僧帽弁狭窄症とはどんな病気か

 僧帽弁が狭窄して十分に開かれなくなるために、左心房から左心室に血液が流れ込みにくくなってしまう病気です。

原因は何か

 ほとんどがリウマチ熱の後遺症として、リウマチ熱に罹患後、少なくとも2年以上かけて発症します。すなわち、慢性的な炎症性の変化により、弁や弁の周囲組織の癒着(ゆちゃく)や肥厚、石灰化が起こって次第に弁口部の狭窄(きょうさく)が生じます。この結果、左心房には血液のうっ滞(たまること)が起こり、左心房が拡張します。

症状の現れ方

 弁口の狭窄が進行し、1・5cm2以下(正常の弁口面積は4〜6cm2)になると、動作時の息切れや呼吸困難といった心不全症状が現れやすくなります。これは、弁の狭窄により心拍出量が減ってしまうためだけではなく、左心房での血液のうっ滞のために肺からの血液が心臓にもどりにくくなり、肺動脈圧が上昇すること(肺高血圧(はいこうけつあつ))が大きな要因です。
 さらに狭窄が進行し1・0cm2以下の重症になると、肺のうっ血が起こるようになります。

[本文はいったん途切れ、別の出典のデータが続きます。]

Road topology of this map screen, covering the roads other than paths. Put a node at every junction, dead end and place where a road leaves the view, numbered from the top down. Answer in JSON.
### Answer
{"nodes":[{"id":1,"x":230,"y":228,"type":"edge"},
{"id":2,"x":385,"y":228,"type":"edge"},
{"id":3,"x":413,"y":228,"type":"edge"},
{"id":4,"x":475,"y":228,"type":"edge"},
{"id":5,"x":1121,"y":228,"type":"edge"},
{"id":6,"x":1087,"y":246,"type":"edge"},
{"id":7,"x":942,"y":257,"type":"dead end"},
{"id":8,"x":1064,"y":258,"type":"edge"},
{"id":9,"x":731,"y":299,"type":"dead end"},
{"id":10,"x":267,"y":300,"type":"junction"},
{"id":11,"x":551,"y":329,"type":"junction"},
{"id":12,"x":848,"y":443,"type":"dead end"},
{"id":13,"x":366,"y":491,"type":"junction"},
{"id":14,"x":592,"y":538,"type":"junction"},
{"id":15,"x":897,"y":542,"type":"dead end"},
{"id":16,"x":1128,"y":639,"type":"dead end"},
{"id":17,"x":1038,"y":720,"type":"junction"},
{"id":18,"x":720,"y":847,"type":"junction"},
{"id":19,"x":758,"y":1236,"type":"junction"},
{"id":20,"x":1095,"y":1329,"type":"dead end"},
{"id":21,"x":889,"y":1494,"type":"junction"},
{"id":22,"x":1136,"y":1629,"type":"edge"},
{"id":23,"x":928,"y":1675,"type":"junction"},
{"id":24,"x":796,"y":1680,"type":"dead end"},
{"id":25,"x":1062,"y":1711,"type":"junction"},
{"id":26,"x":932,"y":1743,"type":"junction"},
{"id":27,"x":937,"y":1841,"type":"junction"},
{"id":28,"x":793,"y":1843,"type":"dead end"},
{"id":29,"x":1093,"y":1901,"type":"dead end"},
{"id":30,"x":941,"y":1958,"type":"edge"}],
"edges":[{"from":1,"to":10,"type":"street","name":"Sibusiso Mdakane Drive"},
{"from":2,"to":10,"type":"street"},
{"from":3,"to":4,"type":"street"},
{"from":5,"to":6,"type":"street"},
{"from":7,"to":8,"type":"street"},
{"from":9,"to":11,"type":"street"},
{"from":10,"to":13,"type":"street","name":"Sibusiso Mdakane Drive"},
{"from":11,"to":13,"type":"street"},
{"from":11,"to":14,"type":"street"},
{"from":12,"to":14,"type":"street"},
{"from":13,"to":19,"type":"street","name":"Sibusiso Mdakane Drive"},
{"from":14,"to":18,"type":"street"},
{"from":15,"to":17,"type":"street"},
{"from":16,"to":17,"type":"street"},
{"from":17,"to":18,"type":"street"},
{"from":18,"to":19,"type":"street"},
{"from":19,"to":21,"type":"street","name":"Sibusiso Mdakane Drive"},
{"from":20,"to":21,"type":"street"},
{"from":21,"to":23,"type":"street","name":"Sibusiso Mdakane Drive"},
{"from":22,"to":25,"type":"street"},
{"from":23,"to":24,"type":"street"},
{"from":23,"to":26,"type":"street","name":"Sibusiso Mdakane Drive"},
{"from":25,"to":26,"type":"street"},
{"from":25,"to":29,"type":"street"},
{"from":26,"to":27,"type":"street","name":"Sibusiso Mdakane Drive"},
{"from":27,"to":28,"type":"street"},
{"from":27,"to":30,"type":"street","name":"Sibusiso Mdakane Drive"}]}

うっ血とは通常より多くの静脈血がうっ滞することで、肺のうっ血が生じると、あお向けになると苦しくて上体を起こしてしまうようになったり(起座呼吸(きざこきゅう))、夜中に突然苦しくなったり(夜間発作性呼吸困難)、喀血(かっけつ)したり、心臓喘息(しんぞうぜんそく)(心不全による喘鳴(ぜんめい))を起こしたりします。さらにこのようなうっ血状態が長く続くと胸水がたまったり、三尖弁閉鎖不全症(さんせんべんへいさふぜんしょう)、肝腫大(かんしゅだい)、浮腫(ふしゅ)、腹水(ふくすい)といった症状も現れるようになります。
 また、以上のような心不全症状は、僧帽弁狭窄症に合併しやすい心房細動(しんぼうさいぼう)という不整脈が起こると、より悪化します。心房細動が慢性化すると、もうひとつの大きな問題として、左心房内、とくに左心耳(さしんじ)という場所に血栓ができやすくなります。この血栓は塞栓症(そくせんしょう)を引き起こし、脳梗塞(のうこうそく)などの原因になります。

検査と診断

 聴診(心音図検査)、心電図、胸部X線検査を行います。心エコー(超音波)は最も重要な検査で、正確な診断だけではなく重症度や合併症の有無を評価できます。経食道心エコー法は左房内血栓の検出に有効です。手術するかどうかの決定には、心臓カテーテル検査が必要になることがあります。

治療の方法

 薬物治療は、心不全症状があれば一般的には利尿薬やジギタリス製剤を用います。心房細動を合併した場合には、まず元の正常な脈(洞調律(どうちょうりつ))にもどすことを試みますが、心房細動が続いたり慢性化した場合には、塞栓症の予防を行います。これにはワルファリンを内服する抗凝固療法が最も有効とされています。
 ワルファリンはPT‐INRという血液検査の値が2〜3になるように投与量を調整します。ワルファリンを服用している場合には、外傷や食品などに対していくつかの生活上の注意があるため、主治医や薬剤師の説明をよく聞いてください。たとえば、ワルファリン服薬中は納豆を食べてはいけません。また、ワルファリンとアスピリンをよく混同している人がいます。
 薬物治療を行っても心不全症状がある場合、塞栓症の病歴がある場合、弁口面積が小さい場合(一般的には1〜1・5cm2以下)には、外科手術(交連切開術または弁置換術)か、カテーテルを用いた交連切開術を行います。カテーテル法は開胸手術に比べれば簡便ですが、すべての人に行えるわけではありませんし、再発の問題もあります。また、行える施設も限られています。